• What needs to be done: Using the data below, copy out all lines with the word "list".

• Records supplied:

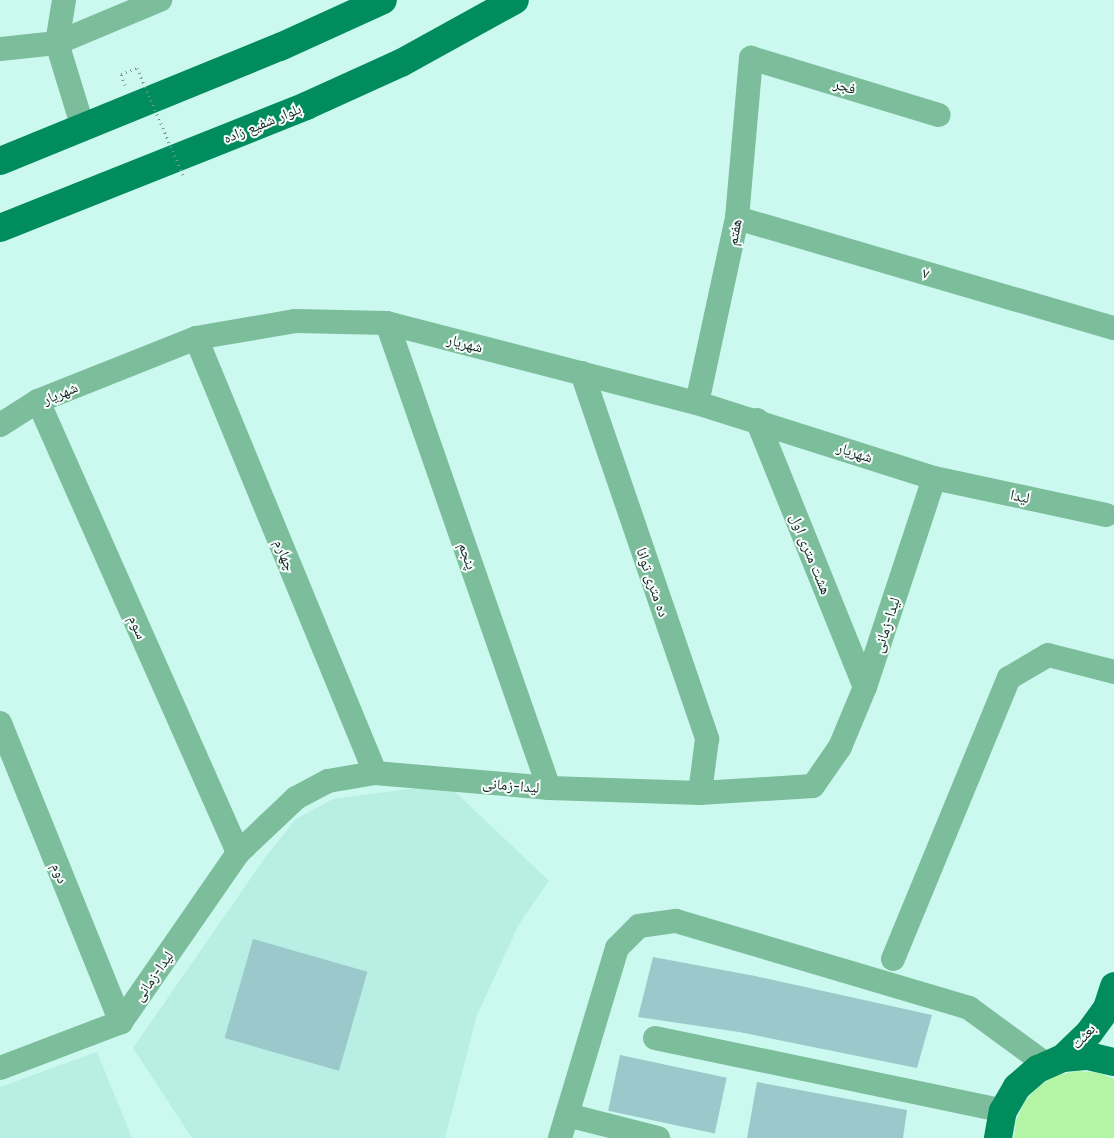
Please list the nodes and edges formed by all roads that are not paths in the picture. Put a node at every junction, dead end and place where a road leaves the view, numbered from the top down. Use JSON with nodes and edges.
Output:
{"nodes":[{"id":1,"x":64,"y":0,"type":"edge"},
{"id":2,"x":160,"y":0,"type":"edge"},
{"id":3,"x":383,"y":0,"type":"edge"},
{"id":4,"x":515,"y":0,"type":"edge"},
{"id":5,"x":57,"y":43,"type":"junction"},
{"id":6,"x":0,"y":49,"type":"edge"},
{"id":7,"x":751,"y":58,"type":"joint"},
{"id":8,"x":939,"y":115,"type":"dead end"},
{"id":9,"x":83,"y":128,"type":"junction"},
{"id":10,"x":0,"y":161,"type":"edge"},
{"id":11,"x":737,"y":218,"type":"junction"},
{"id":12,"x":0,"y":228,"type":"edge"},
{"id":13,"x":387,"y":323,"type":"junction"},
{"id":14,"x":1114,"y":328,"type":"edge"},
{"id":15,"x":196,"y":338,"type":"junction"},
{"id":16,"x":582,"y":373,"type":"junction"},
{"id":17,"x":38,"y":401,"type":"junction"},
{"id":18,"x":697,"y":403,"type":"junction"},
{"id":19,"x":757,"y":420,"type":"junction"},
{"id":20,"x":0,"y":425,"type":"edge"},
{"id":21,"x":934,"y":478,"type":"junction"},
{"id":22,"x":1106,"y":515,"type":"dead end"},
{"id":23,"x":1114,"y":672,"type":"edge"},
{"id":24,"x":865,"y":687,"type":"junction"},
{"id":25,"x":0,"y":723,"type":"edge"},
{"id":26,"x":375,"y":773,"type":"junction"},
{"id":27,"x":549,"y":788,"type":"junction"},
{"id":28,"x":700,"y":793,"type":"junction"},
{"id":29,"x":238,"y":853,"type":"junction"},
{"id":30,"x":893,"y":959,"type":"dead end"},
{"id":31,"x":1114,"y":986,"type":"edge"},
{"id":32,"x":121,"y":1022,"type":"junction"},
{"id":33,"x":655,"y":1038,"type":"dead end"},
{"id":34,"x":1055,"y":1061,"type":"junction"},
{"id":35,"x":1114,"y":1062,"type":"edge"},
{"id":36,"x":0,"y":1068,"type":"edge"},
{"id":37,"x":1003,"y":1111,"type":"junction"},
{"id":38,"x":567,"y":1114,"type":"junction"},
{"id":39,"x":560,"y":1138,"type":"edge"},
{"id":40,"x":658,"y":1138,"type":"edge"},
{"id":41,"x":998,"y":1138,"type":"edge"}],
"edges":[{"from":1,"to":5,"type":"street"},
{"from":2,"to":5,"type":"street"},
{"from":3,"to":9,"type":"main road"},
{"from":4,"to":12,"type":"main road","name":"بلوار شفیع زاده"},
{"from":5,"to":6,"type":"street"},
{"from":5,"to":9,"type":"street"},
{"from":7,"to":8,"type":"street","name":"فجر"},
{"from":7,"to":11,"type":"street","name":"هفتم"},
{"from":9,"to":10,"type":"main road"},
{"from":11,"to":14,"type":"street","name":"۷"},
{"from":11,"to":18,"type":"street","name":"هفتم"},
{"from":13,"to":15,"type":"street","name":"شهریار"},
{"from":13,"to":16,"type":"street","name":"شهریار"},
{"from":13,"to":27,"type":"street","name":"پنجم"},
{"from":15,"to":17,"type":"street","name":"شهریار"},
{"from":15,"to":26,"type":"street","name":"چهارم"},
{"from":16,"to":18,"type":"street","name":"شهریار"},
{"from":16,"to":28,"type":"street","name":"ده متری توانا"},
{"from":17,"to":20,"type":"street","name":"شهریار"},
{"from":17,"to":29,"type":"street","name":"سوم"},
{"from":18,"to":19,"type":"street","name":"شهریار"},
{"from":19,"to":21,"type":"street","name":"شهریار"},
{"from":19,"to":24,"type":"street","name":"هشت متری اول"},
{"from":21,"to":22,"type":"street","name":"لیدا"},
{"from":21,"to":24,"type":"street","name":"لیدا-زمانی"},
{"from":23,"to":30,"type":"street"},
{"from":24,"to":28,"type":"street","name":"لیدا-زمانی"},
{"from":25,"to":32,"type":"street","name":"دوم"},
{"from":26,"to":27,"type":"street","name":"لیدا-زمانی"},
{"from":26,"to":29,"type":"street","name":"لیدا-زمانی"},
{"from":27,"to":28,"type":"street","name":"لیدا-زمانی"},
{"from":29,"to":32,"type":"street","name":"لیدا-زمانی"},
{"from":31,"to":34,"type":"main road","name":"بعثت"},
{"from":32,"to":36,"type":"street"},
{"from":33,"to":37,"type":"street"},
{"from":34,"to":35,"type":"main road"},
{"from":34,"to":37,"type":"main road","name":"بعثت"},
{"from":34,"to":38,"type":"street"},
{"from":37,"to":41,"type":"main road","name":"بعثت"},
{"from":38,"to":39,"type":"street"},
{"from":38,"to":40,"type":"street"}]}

--

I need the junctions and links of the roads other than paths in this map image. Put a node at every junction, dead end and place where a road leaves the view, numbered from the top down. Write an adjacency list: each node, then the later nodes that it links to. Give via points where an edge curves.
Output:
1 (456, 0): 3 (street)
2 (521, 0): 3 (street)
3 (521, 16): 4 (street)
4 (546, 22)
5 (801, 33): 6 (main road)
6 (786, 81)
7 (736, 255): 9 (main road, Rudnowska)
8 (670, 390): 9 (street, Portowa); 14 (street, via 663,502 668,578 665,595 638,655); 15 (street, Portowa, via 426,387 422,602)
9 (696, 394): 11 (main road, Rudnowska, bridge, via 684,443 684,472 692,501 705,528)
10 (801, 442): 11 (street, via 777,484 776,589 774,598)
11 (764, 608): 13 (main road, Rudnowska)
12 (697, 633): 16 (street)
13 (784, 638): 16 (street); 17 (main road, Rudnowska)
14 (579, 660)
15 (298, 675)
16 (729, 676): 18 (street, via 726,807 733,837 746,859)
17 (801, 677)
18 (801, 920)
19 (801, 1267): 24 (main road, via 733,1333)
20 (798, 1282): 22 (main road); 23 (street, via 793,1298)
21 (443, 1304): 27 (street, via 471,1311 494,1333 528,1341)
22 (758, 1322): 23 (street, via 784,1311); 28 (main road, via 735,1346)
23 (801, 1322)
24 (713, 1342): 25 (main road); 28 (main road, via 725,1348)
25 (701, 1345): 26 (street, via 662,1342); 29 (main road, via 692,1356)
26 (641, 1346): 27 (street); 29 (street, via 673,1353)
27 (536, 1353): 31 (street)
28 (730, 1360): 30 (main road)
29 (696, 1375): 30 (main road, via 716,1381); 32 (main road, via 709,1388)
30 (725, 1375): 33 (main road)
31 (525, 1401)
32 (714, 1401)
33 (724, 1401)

• Reply to the exercise:
Please list the nodes and edges formed by all roads that are not paths in the picture. Put a node at every junction, dead end and place where a road leaves the view, numbered from the top down. Use JSON with nodes and edges.
I need the junctions and links of the roads other than paths in this map image. Put a node at every junction, dead end and place where a road leaves the view, numbered from the top down. Write an adjacency list: each node, then the later nodes that it links to. Give via points where an edge curves.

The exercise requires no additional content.